→ **What you need to do**:
The entries below should be set down again exactly, with every picture left out.

→ **Saved data entries**:
====
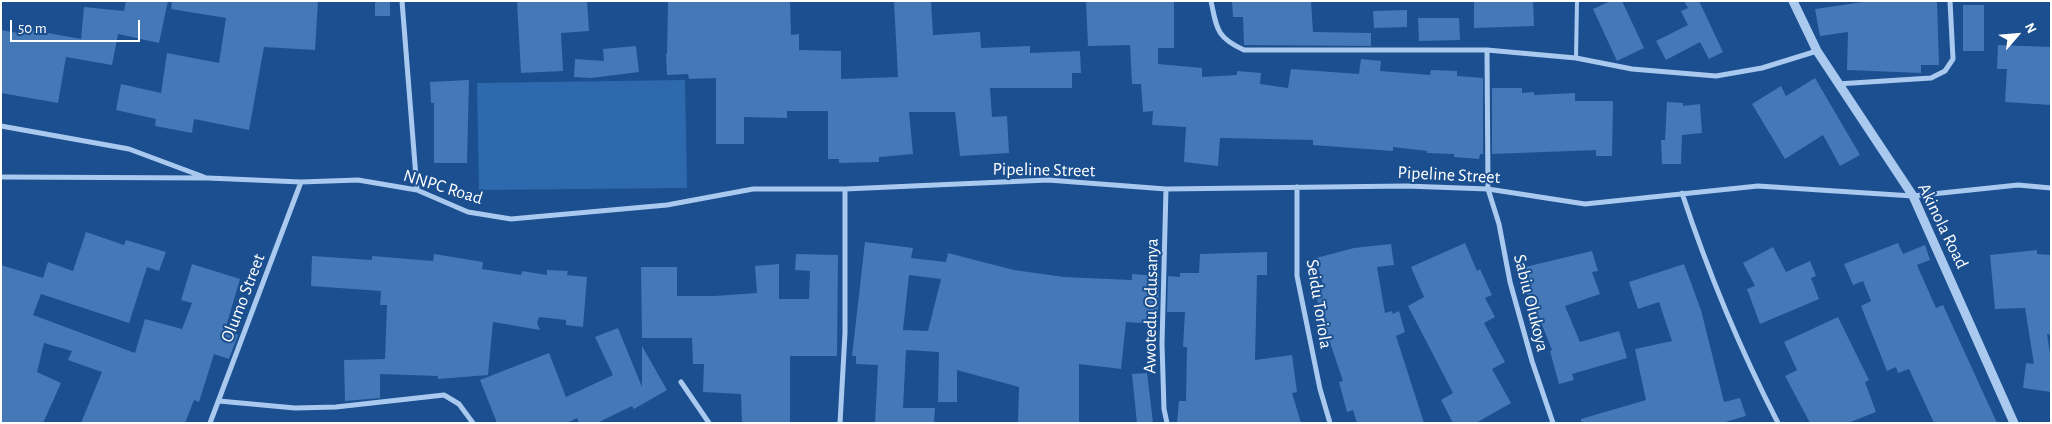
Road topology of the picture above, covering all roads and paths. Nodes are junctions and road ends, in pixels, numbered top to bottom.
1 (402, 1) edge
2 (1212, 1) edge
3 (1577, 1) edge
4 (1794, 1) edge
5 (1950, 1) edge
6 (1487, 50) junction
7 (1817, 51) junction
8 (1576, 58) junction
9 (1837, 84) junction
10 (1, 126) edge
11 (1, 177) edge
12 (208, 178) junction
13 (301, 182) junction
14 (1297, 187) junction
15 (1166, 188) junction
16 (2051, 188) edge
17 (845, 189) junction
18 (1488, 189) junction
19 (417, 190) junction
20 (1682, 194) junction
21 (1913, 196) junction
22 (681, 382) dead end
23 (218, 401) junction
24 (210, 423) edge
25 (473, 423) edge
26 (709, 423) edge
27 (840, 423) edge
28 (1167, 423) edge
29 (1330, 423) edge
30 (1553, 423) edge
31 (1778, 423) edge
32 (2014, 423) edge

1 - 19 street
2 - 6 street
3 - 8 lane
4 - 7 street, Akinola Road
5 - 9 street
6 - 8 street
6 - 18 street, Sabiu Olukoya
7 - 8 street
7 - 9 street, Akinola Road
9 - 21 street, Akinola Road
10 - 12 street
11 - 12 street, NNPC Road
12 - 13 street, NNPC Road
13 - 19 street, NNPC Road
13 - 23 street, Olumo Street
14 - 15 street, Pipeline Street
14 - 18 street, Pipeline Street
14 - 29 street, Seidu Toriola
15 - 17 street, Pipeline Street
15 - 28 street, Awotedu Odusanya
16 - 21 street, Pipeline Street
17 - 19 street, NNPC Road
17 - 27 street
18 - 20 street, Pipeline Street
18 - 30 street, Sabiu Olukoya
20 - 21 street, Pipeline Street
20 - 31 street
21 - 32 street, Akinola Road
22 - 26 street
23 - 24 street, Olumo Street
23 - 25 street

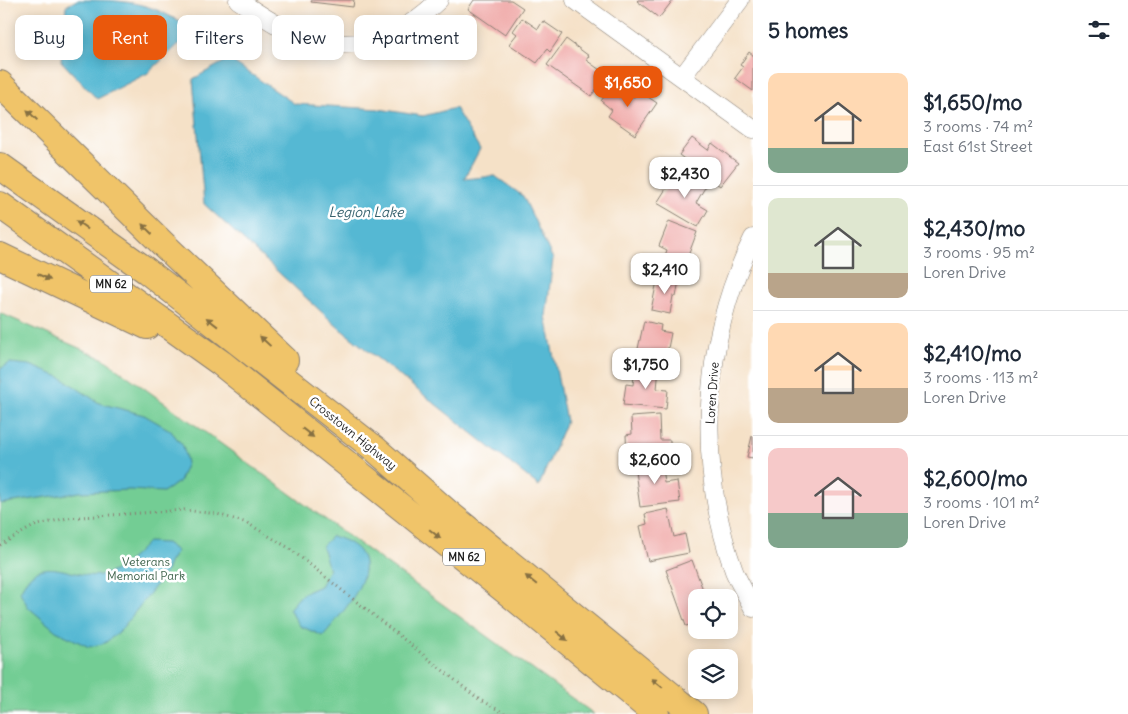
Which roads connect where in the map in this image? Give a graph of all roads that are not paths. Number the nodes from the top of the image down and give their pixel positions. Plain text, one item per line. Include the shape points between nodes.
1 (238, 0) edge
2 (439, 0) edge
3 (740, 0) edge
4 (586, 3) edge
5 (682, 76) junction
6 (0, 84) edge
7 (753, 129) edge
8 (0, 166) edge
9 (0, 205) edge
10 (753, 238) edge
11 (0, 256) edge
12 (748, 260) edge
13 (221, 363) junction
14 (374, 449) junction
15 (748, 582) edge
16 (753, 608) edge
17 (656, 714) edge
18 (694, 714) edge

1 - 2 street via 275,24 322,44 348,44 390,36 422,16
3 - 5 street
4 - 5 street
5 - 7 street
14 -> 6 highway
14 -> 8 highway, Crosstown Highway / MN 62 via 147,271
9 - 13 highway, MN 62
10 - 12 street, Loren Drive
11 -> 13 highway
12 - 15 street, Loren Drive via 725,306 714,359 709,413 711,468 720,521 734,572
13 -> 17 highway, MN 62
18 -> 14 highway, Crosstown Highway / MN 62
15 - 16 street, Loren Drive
====
→ **Written solution**:
Road topology of the picture above, covering all roads and paths. Nodes are junctions and road ends, in pixels, numbered top to bottom.
1 (402, 1) edge
2 (1212, 1) edge
3 (1577, 1) edge
4 (1794, 1) edge
5 (1950, 1) edge
6 (1487, 50) junction
7 (1817, 51) junction
8 (1576, 58) junction
9 (1837, 84) junction
10 (1, 126) edge
11 (1, 177) edge
12 (208, 178) junction
13 (301, 182) junction
14 (1297, 187) junction
15 (1166, 188) junction
16 (2051, 188) edge
17 (845, 189) junction
18 (1488, 189) junction
19 (417, 190) junction
20 (1682, 194) junction
21 (1913, 196) junction
22 (681, 382) dead end
23 (218, 401) junction
24 (210, 423) edge
25 (473, 423) edge
26 (709, 423) edge
27 (840, 423) edge
28 (1167, 423) edge
29 (1330, 423) edge
30 (1553, 423) edge
31 (1778, 423) edge
32 (2014, 423) edge

1 - 19 street
2 - 6 street
3 - 8 lane
4 - 7 street, Akinola Road
5 - 9 street
6 - 8 street
6 - 18 street, Sabiu Olukoya
7 - 8 street
7 - 9 street, Akinola Road
9 - 21 street, Akinola Road
10 - 12 street
11 - 12 street, NNPC Road
12 - 13 street, NNPC Road
13 - 19 street, NNPC Road
13 - 23 street, Olumo Street
14 - 15 street, Pipeline Street
14 - 18 street, Pipeline Street
14 - 29 street, Seidu Toriola
15 - 17 street, Pipeline Street
15 - 28 street, Awotedu Odusanya
16 - 21 street, Pipeline Street
17 - 19 street, NNPC Road
17 - 27 street
18 - 20 street, Pipeline Street
18 - 30 street, Sabiu Olukoya
20 - 21 street, Pipeline Street
20 - 31 street
21 - 32 street, Akinola Road
22 - 26 street
23 - 24 street, Olumo Street
23 - 25 street

Which roads connect where in the map in this image? Give a graph of all roads that are not paths. Number the nodes from the top of the image down and give their pixel positions. Plain text, one item per line. Include the shape points between nodes.
1 (238, 0) edge
2 (439, 0) edge
3 (740, 0) edge
4 (586, 3) edge
5 (682, 76) junction
6 (0, 84) edge
7 (753, 129) edge
8 (0, 166) edge
9 (0, 205) edge
10 (753, 238) edge
11 (0, 256) edge
12 (748, 260) edge
13 (221, 363) junction
14 (374, 449) junction
15 (748, 582) edge
16 (753, 608) edge
17 (656, 714) edge
18 (694, 714) edge

1 - 2 street via 275,24 322,44 348,44 390,36 422,16
3 - 5 street
4 - 5 street
5 - 7 street
14 -> 6 highway
14 -> 8 highway, Crosstown Highway / MN 62 via 147,271
9 - 13 highway, MN 62
10 - 12 street, Loren Drive
11 -> 13 highway
12 - 15 street, Loren Drive via 725,306 714,359 709,413 711,468 720,521 734,572
13 -> 17 highway, MN 62
18 -> 14 highway, Crosstown Highway / MN 62
15 - 16 street, Loren Drive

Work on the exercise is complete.